» Working data
%%

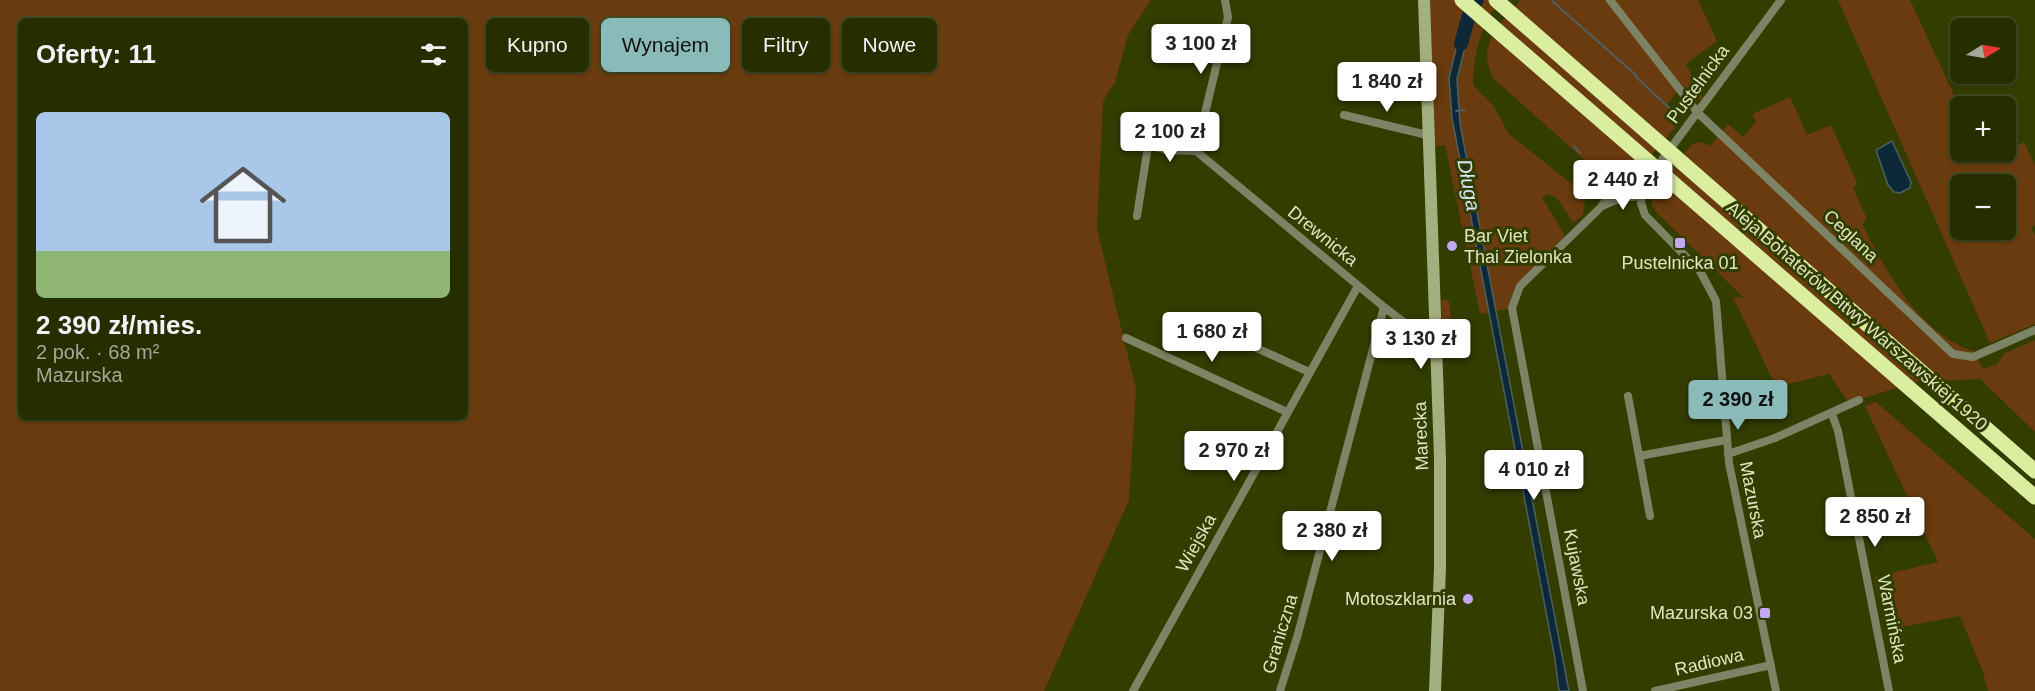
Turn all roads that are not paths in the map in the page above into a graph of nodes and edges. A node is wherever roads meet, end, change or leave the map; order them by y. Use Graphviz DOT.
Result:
graph roads {
  1 [pos="1225,0"];
  2 [pos="1424,0"];
  3 [pos="1462,0"];
  4 [pos="1496,0"];
  5 [pos="1610,0"];
  6 [pos="1781,0"];
  7 [pos="1698,113"];
  8 [pos="1344,115"];
  9 [pos="1151,127"];
  10 [pos="1427,135"];
  11 [pos="1148,145"];
  12 [pos="1196,151"];
  13 [pos="1642,192"];
  14 [pos="1137,216"];
  15 [pos="1358,286"];
  16 [pos="1384,307"];
  17 [pos="1206,326"];
  18 [pos="2035,330"];
  19 [pos="1126,338"];
  20 [pos="1434,339"];
  21 [pos="1309,372"];
  22 [pos="1628,396"];
  23 [pos="1859,400"];
  24 [pos="1287,412"];
  25 [pos="1832,414"];
  26 [pos="1726,440"];
  27 [pos="1728,454"];
  28 [pos="1640,456"];
  29 [pos="2035,471"];
  30 [pos="2035,497"];
  31 [pos="1650,516"];
  32 [pos="1771,665"];
  33 [pos="1133,691"];
  34 [pos="1280,691"];
  35 [pos="1435,691"];
  36 [pos="1583,691"];
  37 [pos="1655,691"];
  38 [pos="1776,691"];
  39 [pos="1889,691"];
  1 -- 12 [label="street"];
  2 -- 10 [label="street, Marecka"];
  3 -- 30 [label="highway, Aleja Bohaterów Bitwy Warszawskiej 1920"];
  4 -- 29 [label="highway, Aleja Bohaterów Bitwy Warszawskiej 1920"];
  5 -- 7 [label="street, Ceglana"];
  6 -- 7 [label="street, Pustelnicka"];
  7 -- 13 [label="street, Pustelnicka"];
  7 -- 18 [label="street, Ceglana"];
  8 -- 10 [label="street"];
  9 -- 11 [label="street"];
  10 -- 20 [label="street, Marecka"];
  11 -- 12 [label="street"];
  11 -- 14 [label="street"];
  12 -- 15 [label="street, Drewnicka"];
  13 -- 26 [label="street, Mazurska"];
  13 -- 36 [label="street, Kujawska"];
  15 -- 16 [label="street, Drewnicka"];
  15 -- 21 [label="street, Wiejska"];
  16 -- 20 [label="street, Drewnicka"];
  16 -- 34 [label="street, Graniczna"];
  17 -- 21 [label="street"];
  19 -- 24 [label="street"];
  20 -- 35 [label="street, Marecka"];
  21 -- 24 [label="street, Wiejska"];
  22 -- 28 [label="street"];
  23 -- 25 [label="street"];
  24 -- 33 [label="street, Wiejska"];
  25 -- 27 [label="street"];
  25 -- 39 [label="street, Warmińska"];
  26 -- 27 [label="street, Mazurska"];
  26 -- 28 [label="street"];
  27 -- 32 [label="street, Mazurska"];
  28 -- 31 [label="street"];
  32 -- 37 [label="street, Radiowa"];
  32 -- 38 [label="street, Mazurska"];
}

%%

» The task
Write out the material above once more, exactly as it reads, with no pictures.

» Written answer
Turn all roads that are not paths in the map in the page above into a graph of nodes and edges. A node is wherever roads meet, end, change or leave the map; order them by y. Use Graphviz DOT.
Result:
graph roads {
  1 [pos="1225,0"];
  2 [pos="1424,0"];
  3 [pos="1462,0"];
  4 [pos="1496,0"];
  5 [pos="1610,0"];
  6 [pos="1781,0"];
  7 [pos="1698,113"];
  8 [pos="1344,115"];
  9 [pos="1151,127"];
  10 [pos="1427,135"];
  11 [pos="1148,145"];
  12 [pos="1196,151"];
  13 [pos="1642,192"];
  14 [pos="1137,216"];
  15 [pos="1358,286"];
  16 [pos="1384,307"];
  17 [pos="1206,326"];
  18 [pos="2035,330"];
  19 [pos="1126,338"];
  20 [pos="1434,339"];
  21 [pos="1309,372"];
  22 [pos="1628,396"];
  23 [pos="1859,400"];
  24 [pos="1287,412"];
  25 [pos="1832,414"];
  26 [pos="1726,440"];
  27 [pos="1728,454"];
  28 [pos="1640,456"];
  29 [pos="2035,471"];
  30 [pos="2035,497"];
  31 [pos="1650,516"];
  32 [pos="1771,665"];
  33 [pos="1133,691"];
  34 [pos="1280,691"];
  35 [pos="1435,691"];
  36 [pos="1583,691"];
  37 [pos="1655,691"];
  38 [pos="1776,691"];
  39 [pos="1889,691"];
  1 -- 12 [label="street"];
  2 -- 10 [label="street, Marecka"];
  3 -- 30 [label="highway, Aleja Bohaterów Bitwy Warszawskiej 1920"];
  4 -- 29 [label="highway, Aleja Bohaterów Bitwy Warszawskiej 1920"];
  5 -- 7 [label="street, Ceglana"];
  6 -- 7 [label="street, Pustelnicka"];
  7 -- 13 [label="street, Pustelnicka"];
  7 -- 18 [label="street, Ceglana"];
  8 -- 10 [label="street"];
  9 -- 11 [label="street"];
  10 -- 20 [label="street, Marecka"];
  11 -- 12 [label="street"];
  11 -- 14 [label="street"];
  12 -- 15 [label="street, Drewnicka"];
  13 -- 26 [label="street, Mazurska"];
  13 -- 36 [label="street, Kujawska"];
  15 -- 16 [label="street, Drewnicka"];
  15 -- 21 [label="street, Wiejska"];
  16 -- 20 [label="street, Drewnicka"];
  16 -- 34 [label="street, Graniczna"];
  17 -- 21 [label="street"];
  19 -- 24 [label="street"];
  20 -- 35 [label="street, Marecka"];
  21 -- 24 [label="street, Wiejska"];
  22 -- 28 [label="street"];
  23 -- 25 [label="street"];
  24 -- 33 [label="street, Wiejska"];
  25 -- 27 [label="street"];
  25 -- 39 [label="street, Warmińska"];
  26 -- 27 [label="street, Mazurska"];
  26 -- 28 [label="street"];
  27 -- 32 [label="street, Mazurska"];
  28 -- 31 [label="street"];
  32 -- 37 [label="street, Radiowa"];
  32 -- 38 [label="street, Mazurska"];
}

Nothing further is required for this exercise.